Era particolarmente atteso il nuovo report IPCC dopo il drammatico appello rivolto al mondo intero il mese scorso. É ormai inutile parlare di ultima chiamata, per certi versi si è già oltrepassato il punto di non ritorno ma ancora si può – e si deve – pensare a mitigare gli impatti dell’attività antropica rallentando l’innalzamento della temperatura terrestre. É una questione primaria per la generazione attuale e per quelle future, specie considerando che il decennio passato è stato quello in cui si sono registrati i più alti livelli di gas serra in atmosfera della storia (da quando esistono gli strumenti di rilevazione).
Nel Sixth Assessment Report, l’Intergovernmental Panel on Climate Change avvisa che si rende necessaria un’azione profonda e immediata, pena il mancato raggiungimento dell’obiettivo 1,5 °C (che significa raggiungere il picco nel 2025 e ridurre le emissioni del 43% entro il 2030).
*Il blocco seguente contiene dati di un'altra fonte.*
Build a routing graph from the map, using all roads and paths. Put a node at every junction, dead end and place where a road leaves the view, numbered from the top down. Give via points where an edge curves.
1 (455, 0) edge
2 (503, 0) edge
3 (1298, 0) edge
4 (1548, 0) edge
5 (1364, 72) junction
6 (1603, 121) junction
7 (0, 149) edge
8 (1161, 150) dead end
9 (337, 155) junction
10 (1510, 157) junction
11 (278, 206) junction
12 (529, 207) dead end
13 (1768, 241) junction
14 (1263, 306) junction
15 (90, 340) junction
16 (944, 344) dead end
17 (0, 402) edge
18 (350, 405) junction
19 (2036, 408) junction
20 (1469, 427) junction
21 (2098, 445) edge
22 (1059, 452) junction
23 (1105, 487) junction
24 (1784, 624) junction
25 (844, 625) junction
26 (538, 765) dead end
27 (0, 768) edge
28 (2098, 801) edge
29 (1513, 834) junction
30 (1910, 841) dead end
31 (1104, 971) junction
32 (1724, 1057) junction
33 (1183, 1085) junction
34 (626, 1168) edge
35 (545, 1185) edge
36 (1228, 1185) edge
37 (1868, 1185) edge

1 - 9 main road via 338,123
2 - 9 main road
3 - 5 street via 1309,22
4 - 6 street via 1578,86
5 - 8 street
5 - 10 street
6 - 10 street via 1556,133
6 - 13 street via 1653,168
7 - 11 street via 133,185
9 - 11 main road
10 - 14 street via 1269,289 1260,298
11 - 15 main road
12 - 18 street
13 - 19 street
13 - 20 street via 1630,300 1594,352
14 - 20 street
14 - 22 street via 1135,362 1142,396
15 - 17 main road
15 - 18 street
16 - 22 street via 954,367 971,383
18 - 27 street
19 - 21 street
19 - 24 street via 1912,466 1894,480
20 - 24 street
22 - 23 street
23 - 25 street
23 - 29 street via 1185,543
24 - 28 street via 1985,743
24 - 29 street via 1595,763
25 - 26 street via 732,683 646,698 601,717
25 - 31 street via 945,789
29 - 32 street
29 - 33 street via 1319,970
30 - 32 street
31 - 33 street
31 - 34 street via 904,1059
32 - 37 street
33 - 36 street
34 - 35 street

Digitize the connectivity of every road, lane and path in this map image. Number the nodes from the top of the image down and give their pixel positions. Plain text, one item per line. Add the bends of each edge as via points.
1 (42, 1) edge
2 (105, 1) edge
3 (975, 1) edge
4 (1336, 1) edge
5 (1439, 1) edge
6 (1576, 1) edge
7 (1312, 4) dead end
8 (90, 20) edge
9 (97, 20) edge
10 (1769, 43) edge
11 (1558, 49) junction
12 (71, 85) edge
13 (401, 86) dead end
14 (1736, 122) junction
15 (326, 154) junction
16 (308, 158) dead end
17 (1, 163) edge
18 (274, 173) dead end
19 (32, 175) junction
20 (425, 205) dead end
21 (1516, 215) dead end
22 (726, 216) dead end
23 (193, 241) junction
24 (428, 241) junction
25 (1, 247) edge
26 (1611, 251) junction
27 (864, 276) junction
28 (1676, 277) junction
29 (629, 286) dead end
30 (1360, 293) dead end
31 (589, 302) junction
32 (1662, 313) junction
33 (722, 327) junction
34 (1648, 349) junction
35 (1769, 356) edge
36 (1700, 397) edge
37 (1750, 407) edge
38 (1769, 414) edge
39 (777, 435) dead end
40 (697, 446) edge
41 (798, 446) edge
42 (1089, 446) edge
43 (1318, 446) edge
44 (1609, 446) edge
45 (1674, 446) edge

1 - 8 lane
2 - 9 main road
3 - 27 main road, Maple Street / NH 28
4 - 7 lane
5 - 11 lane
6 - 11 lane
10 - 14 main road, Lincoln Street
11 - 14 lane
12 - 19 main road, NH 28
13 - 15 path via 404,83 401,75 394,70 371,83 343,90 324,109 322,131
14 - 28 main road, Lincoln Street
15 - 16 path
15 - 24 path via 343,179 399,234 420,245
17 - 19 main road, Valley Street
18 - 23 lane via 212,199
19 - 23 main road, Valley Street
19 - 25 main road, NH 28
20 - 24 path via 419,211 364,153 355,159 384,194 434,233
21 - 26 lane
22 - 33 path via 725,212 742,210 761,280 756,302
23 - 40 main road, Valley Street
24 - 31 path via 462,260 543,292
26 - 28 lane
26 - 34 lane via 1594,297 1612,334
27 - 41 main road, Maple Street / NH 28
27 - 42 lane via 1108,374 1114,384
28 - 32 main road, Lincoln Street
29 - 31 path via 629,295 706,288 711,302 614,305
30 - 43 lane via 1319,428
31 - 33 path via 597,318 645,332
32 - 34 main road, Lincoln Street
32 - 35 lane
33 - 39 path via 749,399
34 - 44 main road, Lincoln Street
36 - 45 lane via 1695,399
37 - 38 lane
C’è ancora una flebile speranza, perché sì, l’inquinamento non è mai stato così elevato come ora, ma il tasso di crescita è in frenata e ciò significa che qualcosa di buono si sta facendo, specie dal punto di vista energetico con politiche ad hoc sull’incentivazione delle rinnovabili.
Obiettivo 1 (preferito): contenimento aumento temperatura di 1,5 °C entro il 2050. Picco emissioni entro il 2025, riduzione del 43% entro il 2030.
Obiettivo 2: contenimento aumento temperatura di 2 °C entro il 2050. Picco emissioni entro il 2025, riduzione del 25% entro il 2030.
I MEZZI LI ABBIAMO
L’IPCC è convinta che il percorso intrapreso da tanti Paesi sia quello giusto, ora bisogna estenderlo a livello globale per ottenere primi risultati che siano da incentivo all’innovazione. “Il know how l’abbiamo“, si legge nel documento sottoscritto da 195 governi, dimezzare le emissioni da qui al 2030 ed arrivare a un abbattimento del 70% nel 2050 non è un’utopia. E da qui deve partire – o meglio, proseguire in modo più deciso – la rivoluzione energetica, con l’abbandono dei combustibili fossili in favore di fonti rinnovabili.
LE CITTÀ
Gli edifici zero-energy e zero-carbon rappresentano il futuro e, perché no, il presente. Sono diverse le città in cui si stanno realizzando soluzioni eco-sostenibili, elemento imprescindibile per ridurre le emissioni nelle aree a forte urbanizzazione. L’IPCC sottolinea l’importanza di costruire città di piccole dimensioni, compatte, cosicché le persone si muovano preferibilmente a piedi anziché usare l’auto. Nonché di elettrificare i trasporti e di creare aree verdi in città per catturare il carbonio.
L’INDUSTRIA
Il settore produttivo è chiamato a ridurre il proprio impatto lungo l’intera filiera, dal reperimento delle materie prime sino alla dismissione ed al recupero. Migliorare il processo significa emettere meno gas serra in atmosfera, utilizzare materiali eco-compatibili, ridurre i rifiuti e progettare i beni affinché questi possano essere facilmente riciclati.
AGRICOLTURA E USO DEL SUOLO
Ridurre l’uso del suolo significa contenere le emissioni GHG e consentire ad un numero maggiore di piante e alberi di immagazzinare la CO2. Il ruolo assunto da agricoltura e silvicoltura sarà sempre maggiore nel corso dei prossimi anni.
AGIRE ADESSO
“Ora o mai più“, dice Jim Skea di IPCC. Adottare tutte le misure possibili ci porterà ugualmente a superare il limite di 1,5 °C, ma solo temporaneamente, per poi ritornare al di sotto della soglia critica. Servono “riduzioni immediate e profonde delle emissioni in tutti i settori“, che consentano di raggiungere l’obiettivo del net-zero carbon (emissioni zero al netto delle compensazioni) il prima possibile. Solo in quel momento la temperatura media globale raggiungerà un suo equilibrio, stabilizzandosi. Se così non sarà, si verificherà un surriscaldamento costante irreversibile.
Il denaro c’è, ma non viene speso in modo adeguato. Serve investire, e tanto, ma i benefici saranno superiori ai costi considerando gli effetti positivi su ambiente, società ed economia. E non solo quelli diretti, ma anche quelli indiretti e indotti. Dice Priyadarshi Shukla dell’IPCC:
Senza tener conto dei vantaggi economici della riduzione dei costi di adattamento o degli impatti climatici evitati, il PIL globale sarebbe solo di pochi punti percentuali inferiore nel 2050 se intraprendessimo le azioni necessarie per limitare il riscaldamento a 2 °C o inferiore, rispetto al mantenimento delle politiche attuali.